African Impact and its partners are dedicated to the exploration and conservation of the ocean’s greatest predator, the Great White Shark, and its environment. This volunteer project works with students, eco-tourists, scientists and conservation organizations to gather data, correct negative misconceptions about sharks, and stop the needless slaughter of over 100 million sharks annually.
The project is based in Gansbaai, a seaside village on the south coast of South Africa. Known as the Great White Shark capital of the world, Gansbaai thrives on fishing and tourism. Dyer Island (popularly known as Shark Alley) is one of the best places in the world to see Great Whites.
In Shark Alley, you will be likely to see seals, penguins and the occasional dolphins, as well as southern right whales coming up from Antarctica to breed from May to November. Geyser Rock, which is opposite the island, is a breeding home for Cape Fur Seals and is currently home to approximately 20,000 seals.
The shark team documents shark activity using aerial surveys and other data collection methods. Marine conservation volunteers will enjoy regular trips to sea to view / cage dive with the Great Whites, and will be involved in all aspects of the work, which includes preparing baits, packing the boat, washing the equipment, working with the eco-tourists, recording data on the sharks and even helping with the dishes.
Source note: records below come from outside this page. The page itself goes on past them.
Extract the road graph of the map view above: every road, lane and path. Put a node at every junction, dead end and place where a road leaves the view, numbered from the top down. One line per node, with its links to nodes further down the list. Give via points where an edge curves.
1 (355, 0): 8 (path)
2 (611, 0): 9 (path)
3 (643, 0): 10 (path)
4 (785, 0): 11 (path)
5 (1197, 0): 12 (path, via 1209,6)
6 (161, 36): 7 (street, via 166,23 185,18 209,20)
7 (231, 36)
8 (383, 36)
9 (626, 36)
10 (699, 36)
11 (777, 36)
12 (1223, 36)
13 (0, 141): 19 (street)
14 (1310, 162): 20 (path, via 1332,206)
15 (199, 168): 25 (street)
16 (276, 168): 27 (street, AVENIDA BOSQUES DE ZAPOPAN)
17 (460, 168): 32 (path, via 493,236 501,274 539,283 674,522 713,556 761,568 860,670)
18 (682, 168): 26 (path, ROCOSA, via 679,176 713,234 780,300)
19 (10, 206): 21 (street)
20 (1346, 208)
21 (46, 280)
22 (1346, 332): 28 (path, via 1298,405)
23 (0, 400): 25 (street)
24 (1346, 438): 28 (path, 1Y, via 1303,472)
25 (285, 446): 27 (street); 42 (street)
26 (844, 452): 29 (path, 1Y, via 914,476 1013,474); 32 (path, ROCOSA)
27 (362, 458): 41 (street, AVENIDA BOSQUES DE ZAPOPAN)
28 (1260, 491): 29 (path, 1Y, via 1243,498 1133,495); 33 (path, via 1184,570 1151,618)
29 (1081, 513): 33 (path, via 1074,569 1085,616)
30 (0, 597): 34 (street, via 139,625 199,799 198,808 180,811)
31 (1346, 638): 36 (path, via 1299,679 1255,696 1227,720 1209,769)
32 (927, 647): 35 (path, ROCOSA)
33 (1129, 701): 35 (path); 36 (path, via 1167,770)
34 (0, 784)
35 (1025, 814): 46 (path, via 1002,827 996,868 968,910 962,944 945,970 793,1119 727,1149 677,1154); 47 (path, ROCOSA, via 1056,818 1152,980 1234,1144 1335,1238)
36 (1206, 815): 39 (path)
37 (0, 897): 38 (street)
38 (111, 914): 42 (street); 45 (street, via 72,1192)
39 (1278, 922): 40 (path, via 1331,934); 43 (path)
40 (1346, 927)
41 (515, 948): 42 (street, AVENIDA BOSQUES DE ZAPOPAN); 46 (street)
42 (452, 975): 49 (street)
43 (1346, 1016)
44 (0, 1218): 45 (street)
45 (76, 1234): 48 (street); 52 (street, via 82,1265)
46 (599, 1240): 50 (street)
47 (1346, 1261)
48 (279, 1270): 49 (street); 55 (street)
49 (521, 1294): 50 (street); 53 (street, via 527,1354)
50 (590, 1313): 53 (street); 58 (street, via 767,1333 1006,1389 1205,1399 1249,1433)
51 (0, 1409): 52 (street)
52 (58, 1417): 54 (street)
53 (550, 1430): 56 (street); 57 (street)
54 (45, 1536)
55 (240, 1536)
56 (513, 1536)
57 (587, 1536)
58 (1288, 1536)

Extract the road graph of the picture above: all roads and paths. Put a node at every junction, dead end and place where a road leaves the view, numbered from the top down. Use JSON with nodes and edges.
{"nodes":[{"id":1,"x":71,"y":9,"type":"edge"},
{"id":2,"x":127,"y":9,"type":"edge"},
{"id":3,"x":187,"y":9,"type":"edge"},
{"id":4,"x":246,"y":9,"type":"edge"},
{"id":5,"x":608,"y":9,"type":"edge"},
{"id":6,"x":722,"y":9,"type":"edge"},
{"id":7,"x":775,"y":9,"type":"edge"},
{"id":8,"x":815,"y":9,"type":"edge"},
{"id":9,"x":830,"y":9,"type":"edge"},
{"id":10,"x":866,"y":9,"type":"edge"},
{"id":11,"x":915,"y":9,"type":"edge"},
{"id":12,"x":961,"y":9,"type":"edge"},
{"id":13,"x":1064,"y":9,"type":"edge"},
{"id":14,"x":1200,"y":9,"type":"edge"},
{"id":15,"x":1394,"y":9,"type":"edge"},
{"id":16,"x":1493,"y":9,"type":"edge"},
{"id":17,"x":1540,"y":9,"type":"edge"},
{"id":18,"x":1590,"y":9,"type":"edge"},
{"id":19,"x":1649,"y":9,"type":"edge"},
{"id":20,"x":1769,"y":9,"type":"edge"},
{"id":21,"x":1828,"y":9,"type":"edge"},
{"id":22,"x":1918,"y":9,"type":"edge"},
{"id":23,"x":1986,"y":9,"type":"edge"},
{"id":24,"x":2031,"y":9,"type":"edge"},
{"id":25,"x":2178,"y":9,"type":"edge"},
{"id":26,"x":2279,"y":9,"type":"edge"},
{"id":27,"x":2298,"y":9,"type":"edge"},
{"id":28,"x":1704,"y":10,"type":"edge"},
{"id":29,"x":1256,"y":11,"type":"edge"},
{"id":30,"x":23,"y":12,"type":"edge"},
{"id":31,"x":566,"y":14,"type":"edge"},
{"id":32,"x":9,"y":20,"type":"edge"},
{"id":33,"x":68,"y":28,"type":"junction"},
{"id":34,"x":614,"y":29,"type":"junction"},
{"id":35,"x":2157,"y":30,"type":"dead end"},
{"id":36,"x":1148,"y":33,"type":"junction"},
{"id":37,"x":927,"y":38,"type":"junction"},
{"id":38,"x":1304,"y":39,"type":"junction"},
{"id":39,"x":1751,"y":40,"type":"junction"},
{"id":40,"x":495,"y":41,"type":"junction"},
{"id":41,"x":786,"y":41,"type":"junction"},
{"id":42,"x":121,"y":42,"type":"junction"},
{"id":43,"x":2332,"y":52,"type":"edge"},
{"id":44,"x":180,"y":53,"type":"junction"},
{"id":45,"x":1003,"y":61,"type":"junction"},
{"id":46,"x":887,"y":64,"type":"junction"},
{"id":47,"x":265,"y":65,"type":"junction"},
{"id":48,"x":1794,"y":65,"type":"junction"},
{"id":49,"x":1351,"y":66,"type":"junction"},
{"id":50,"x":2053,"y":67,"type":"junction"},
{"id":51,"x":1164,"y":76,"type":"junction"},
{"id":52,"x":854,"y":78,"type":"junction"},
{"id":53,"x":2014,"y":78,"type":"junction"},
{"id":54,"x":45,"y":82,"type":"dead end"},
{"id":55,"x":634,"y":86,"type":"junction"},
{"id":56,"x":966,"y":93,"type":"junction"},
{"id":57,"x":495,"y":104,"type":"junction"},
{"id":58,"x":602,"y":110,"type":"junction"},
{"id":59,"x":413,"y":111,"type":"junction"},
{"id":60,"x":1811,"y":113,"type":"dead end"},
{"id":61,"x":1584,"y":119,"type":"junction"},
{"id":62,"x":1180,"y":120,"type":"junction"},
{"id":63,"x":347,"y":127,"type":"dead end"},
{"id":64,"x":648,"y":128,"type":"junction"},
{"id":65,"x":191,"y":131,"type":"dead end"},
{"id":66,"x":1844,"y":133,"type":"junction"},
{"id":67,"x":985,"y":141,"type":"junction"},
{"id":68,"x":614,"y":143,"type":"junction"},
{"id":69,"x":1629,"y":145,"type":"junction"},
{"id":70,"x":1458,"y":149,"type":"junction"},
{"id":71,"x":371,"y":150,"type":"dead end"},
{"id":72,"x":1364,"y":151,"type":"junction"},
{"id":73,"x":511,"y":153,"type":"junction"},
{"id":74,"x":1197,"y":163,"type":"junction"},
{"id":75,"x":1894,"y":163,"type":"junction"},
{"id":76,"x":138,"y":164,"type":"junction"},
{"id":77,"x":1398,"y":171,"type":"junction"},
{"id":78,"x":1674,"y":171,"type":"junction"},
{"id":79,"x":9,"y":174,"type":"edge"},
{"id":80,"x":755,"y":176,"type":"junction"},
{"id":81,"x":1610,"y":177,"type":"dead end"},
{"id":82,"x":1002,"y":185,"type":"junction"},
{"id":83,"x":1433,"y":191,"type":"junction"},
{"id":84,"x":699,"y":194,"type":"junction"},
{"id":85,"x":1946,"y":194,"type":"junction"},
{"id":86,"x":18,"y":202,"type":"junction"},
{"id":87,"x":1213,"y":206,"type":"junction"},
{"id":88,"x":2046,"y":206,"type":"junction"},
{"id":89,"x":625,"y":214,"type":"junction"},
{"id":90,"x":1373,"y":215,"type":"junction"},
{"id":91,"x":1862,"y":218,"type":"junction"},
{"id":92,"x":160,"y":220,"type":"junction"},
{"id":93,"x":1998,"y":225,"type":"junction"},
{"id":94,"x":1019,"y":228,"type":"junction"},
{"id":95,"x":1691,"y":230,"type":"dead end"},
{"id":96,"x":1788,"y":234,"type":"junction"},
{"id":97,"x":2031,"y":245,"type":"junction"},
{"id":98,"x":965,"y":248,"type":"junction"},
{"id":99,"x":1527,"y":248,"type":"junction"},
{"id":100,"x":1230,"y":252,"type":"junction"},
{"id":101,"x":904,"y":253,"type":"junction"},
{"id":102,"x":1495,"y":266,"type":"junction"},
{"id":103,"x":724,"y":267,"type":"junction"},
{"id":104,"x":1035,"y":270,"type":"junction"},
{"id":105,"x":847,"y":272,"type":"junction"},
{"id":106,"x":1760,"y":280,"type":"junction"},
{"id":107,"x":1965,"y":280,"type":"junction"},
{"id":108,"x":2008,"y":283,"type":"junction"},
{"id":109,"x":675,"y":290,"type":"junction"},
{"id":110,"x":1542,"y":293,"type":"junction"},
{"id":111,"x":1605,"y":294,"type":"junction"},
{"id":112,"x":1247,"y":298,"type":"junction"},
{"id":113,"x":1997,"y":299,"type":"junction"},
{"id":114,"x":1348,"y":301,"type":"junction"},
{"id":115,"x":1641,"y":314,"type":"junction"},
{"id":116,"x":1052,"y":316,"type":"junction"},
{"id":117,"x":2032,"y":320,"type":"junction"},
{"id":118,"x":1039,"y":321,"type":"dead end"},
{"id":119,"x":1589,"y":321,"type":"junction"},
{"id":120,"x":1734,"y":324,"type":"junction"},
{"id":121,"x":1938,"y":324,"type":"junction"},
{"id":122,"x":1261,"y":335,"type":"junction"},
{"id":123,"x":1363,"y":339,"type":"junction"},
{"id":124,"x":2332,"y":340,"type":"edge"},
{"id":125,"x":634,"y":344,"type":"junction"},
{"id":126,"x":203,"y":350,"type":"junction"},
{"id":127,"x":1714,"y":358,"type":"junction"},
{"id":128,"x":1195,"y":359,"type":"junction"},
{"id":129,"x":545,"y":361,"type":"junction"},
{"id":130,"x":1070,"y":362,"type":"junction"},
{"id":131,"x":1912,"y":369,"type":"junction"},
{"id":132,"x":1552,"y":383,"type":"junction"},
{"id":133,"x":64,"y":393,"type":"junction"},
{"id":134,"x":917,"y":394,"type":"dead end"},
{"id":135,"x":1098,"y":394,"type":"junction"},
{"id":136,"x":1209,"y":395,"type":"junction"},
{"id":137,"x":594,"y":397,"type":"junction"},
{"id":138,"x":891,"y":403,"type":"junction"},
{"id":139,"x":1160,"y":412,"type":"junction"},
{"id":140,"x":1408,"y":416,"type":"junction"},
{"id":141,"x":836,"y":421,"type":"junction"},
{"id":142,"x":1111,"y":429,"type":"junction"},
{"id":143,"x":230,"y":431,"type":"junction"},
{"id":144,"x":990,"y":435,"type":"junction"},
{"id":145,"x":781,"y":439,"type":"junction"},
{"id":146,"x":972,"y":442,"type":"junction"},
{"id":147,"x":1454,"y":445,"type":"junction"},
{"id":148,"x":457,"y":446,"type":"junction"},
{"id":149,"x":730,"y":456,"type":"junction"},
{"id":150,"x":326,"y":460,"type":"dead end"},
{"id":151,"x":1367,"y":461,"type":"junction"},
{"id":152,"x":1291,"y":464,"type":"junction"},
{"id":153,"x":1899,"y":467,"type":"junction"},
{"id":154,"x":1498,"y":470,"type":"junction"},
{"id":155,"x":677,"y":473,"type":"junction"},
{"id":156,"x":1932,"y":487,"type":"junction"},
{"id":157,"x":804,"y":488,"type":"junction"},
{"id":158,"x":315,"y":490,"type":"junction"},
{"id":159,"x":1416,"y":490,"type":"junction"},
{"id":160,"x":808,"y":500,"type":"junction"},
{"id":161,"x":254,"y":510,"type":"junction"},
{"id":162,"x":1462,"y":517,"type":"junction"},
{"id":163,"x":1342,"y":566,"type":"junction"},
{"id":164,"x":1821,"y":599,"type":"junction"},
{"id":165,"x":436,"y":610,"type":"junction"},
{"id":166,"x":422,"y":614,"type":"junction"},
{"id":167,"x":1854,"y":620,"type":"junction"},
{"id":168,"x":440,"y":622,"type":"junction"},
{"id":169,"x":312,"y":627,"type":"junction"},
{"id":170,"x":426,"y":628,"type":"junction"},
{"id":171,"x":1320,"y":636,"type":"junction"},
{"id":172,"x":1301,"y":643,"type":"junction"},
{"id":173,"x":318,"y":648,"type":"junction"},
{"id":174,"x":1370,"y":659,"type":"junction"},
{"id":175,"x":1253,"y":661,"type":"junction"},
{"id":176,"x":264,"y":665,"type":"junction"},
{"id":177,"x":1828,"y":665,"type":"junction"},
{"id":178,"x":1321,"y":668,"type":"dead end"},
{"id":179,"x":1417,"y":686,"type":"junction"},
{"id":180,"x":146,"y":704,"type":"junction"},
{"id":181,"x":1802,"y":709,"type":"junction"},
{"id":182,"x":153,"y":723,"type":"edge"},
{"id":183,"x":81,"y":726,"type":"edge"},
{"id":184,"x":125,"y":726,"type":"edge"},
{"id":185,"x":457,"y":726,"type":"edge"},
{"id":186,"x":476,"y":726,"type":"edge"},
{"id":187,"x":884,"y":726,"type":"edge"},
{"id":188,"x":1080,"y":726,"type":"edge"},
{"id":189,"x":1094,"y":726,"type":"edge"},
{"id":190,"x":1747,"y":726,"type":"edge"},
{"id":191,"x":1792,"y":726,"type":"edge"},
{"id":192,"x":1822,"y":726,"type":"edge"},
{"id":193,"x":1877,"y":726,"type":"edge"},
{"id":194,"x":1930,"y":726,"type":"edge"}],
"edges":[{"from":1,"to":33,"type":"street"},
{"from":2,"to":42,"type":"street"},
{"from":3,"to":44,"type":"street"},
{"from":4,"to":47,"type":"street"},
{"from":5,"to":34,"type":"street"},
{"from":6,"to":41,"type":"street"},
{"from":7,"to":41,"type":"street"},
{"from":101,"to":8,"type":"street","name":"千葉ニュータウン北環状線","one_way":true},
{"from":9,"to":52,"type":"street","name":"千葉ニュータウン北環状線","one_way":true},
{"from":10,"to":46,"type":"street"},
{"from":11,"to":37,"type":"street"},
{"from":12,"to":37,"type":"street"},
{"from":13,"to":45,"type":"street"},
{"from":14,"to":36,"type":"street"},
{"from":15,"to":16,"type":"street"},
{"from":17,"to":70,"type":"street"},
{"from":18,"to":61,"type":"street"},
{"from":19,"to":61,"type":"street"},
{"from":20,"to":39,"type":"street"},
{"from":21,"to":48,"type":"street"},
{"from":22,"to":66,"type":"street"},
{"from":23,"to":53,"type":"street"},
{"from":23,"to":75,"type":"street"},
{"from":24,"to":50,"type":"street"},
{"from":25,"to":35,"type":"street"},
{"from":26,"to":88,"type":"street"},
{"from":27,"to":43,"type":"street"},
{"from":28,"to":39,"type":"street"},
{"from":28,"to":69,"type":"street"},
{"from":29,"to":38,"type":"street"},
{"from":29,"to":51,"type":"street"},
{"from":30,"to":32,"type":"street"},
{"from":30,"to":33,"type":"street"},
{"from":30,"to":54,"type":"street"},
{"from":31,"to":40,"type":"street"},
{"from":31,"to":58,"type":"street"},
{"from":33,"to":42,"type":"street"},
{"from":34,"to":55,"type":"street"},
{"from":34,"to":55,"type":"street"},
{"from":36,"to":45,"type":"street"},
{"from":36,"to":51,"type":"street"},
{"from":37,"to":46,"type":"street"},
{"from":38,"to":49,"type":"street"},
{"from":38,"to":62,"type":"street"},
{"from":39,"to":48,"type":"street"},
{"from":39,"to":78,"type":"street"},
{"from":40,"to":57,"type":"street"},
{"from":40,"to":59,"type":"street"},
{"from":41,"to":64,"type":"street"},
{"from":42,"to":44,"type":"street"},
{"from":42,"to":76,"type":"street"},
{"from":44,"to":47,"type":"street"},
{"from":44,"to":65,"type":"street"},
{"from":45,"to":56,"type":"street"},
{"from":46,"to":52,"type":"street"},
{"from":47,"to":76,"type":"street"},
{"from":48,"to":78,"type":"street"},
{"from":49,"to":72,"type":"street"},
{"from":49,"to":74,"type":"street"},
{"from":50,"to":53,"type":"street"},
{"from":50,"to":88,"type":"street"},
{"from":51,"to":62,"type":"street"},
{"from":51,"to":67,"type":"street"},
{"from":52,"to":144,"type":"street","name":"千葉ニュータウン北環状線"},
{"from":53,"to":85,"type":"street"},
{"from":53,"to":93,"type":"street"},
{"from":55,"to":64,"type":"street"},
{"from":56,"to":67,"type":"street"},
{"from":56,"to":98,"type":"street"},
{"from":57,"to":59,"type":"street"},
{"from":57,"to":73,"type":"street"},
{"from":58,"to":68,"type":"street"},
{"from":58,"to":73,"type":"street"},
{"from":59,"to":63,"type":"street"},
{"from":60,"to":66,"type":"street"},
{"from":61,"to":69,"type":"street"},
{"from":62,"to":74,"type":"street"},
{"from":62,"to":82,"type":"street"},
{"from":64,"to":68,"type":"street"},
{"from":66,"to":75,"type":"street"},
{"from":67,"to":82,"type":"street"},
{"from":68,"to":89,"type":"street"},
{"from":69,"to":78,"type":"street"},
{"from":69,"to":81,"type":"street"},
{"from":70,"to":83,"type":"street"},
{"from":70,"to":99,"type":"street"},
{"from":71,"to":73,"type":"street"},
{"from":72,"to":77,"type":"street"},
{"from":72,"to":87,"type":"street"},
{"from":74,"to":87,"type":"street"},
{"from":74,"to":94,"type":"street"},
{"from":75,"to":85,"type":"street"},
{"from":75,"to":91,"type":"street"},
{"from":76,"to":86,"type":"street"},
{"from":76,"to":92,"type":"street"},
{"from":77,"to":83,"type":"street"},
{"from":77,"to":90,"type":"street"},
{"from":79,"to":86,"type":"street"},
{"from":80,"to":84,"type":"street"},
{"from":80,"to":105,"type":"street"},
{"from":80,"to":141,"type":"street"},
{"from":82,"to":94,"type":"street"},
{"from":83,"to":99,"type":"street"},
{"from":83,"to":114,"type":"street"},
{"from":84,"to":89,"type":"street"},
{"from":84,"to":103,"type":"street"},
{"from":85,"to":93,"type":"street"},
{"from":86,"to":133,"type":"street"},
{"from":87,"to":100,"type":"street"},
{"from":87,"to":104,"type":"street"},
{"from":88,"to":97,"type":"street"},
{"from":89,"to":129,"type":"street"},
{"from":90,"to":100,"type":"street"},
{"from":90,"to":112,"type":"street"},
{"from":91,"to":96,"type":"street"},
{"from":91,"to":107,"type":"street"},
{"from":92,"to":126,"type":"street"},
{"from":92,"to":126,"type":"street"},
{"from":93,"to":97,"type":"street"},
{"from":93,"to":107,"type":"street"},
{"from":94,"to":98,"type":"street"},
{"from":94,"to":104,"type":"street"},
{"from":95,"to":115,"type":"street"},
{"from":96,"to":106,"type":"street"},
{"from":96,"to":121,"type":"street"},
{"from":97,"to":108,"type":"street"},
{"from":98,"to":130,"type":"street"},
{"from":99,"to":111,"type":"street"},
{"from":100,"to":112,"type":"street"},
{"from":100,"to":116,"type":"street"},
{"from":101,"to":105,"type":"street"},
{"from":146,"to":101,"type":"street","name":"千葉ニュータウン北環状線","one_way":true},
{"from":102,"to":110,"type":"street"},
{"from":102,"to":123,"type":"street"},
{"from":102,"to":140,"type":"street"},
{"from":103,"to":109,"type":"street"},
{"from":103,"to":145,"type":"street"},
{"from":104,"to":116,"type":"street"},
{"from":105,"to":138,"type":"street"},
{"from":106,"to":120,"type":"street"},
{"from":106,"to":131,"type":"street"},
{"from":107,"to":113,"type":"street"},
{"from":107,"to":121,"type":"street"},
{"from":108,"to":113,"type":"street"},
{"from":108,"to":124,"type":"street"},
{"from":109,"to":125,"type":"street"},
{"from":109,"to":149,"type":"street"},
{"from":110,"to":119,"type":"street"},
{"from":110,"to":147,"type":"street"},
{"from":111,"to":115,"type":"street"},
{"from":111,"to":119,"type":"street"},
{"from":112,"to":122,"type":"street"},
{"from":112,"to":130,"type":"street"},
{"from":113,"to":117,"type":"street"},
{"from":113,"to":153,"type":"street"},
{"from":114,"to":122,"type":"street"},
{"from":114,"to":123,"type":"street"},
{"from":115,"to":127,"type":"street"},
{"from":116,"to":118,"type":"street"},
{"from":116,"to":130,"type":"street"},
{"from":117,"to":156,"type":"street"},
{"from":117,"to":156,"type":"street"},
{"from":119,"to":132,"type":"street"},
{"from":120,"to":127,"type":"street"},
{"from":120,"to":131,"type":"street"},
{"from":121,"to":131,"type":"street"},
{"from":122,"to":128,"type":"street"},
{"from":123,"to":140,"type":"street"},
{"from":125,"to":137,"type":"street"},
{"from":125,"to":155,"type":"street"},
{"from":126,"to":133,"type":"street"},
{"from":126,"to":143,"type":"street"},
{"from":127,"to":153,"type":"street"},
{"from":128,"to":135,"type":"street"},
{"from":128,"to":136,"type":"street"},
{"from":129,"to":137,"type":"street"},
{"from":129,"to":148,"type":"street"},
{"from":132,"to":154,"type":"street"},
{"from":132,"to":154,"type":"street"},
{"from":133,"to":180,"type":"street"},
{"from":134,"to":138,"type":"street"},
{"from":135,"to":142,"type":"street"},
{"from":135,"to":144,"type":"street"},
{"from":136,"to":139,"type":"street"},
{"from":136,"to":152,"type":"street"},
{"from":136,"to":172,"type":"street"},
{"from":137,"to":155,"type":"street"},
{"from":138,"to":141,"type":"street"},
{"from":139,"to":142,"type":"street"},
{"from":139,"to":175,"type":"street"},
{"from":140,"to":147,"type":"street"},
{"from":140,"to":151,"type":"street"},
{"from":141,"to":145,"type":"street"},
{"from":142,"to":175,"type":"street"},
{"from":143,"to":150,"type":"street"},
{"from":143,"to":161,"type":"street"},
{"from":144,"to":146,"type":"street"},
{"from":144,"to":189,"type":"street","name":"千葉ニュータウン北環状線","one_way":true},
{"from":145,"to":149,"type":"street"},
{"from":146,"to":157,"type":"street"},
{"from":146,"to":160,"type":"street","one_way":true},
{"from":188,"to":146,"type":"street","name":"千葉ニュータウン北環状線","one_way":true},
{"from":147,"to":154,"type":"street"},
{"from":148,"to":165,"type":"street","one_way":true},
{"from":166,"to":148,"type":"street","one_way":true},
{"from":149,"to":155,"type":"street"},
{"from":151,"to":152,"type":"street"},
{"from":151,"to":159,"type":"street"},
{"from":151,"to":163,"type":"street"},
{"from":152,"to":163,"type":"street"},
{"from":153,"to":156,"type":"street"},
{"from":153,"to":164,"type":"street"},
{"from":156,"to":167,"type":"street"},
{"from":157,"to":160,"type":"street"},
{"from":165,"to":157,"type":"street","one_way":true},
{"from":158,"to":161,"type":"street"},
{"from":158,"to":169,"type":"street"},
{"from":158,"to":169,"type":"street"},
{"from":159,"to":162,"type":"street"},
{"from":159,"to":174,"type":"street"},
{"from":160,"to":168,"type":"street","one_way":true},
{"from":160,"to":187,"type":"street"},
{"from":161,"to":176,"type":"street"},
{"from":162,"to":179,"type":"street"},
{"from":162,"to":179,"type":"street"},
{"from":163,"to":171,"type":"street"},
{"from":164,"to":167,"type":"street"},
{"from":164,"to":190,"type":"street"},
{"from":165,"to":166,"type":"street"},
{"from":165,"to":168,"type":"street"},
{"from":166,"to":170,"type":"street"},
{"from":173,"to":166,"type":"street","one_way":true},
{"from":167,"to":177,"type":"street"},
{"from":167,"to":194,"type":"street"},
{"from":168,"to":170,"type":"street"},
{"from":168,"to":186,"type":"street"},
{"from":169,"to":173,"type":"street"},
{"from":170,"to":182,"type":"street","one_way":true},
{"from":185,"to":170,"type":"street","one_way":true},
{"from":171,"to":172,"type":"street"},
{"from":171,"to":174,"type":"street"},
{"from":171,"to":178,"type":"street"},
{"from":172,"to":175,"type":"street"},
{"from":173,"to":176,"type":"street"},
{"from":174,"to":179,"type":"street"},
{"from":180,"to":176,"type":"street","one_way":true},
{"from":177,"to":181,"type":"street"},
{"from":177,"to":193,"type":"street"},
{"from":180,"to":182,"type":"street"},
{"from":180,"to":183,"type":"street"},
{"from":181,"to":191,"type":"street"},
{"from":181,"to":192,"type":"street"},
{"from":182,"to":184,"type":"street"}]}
The expeditions mean getting up early, working during long days at sea, and then relaxing with the crew or other volunteers at night. Finding the Great White Shark is a skill, involving years of practice - the water temperature, depth, visibility, swell height, current and wind direction are all major factors.
Divers will get to experience Great Whites from the safety of cages, while non-divers have a great opportunity to view the sharks from the safety of the boat, where exhilarating photographs and video footage may be captured at close range.